(Listed records)

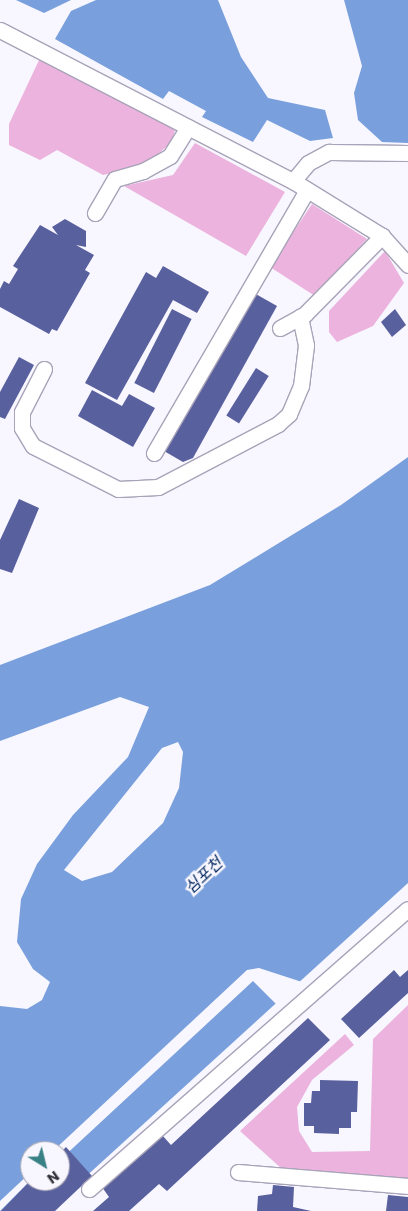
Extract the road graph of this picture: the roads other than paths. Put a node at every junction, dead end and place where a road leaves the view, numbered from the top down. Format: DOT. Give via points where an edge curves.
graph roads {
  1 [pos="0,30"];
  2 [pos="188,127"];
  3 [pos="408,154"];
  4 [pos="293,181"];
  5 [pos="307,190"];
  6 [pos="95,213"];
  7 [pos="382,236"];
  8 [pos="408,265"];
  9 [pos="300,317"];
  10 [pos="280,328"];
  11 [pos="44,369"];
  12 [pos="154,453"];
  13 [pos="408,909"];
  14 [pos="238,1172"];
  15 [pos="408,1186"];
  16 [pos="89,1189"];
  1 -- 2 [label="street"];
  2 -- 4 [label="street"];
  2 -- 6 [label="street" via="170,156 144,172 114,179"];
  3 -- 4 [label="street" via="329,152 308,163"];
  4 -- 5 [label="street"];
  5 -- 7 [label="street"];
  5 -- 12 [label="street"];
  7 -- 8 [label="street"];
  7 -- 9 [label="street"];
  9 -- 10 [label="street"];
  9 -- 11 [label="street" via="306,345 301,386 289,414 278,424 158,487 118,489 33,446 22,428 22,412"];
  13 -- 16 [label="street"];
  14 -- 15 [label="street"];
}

(End Listed records)

### [Problem requirements]
All of the entries above need to be repeated exactly, minus the pictures.

### [Written response]
Extract the road graph of this picture: the roads other than paths. Put a node at every junction, dead end and place where a road leaves the view, numbered from the top down. Format: DOT. Give via points where an edge curves.
graph roads {
  1 [pos="0,30"];
  2 [pos="188,127"];
  3 [pos="408,154"];
  4 [pos="293,181"];
  5 [pos="307,190"];
  6 [pos="95,213"];
  7 [pos="382,236"];
  8 [pos="408,265"];
  9 [pos="300,317"];
  10 [pos="280,328"];
  11 [pos="44,369"];
  12 [pos="154,453"];
  13 [pos="408,909"];
  14 [pos="238,1172"];
  15 [pos="408,1186"];
  16 [pos="89,1189"];
  1 -- 2 [label="street"];
  2 -- 4 [label="street"];
  2 -- 6 [label="street" via="170,156 144,172 114,179"];
  3 -- 4 [label="street" via="329,152 308,163"];
  4 -- 5 [label="street"];
  5 -- 7 [label="street"];
  5 -- 12 [label="street"];
  7 -- 8 [label="street"];
  7 -- 9 [label="street"];
  9 -- 10 [label="street"];
  9 -- 11 [label="street" via="306,345 301,386 289,414 278,424 158,487 118,489 33,446 22,428 22,412"];
  13 -- 16 [label="street"];
  14 -- 15 [label="street"];
}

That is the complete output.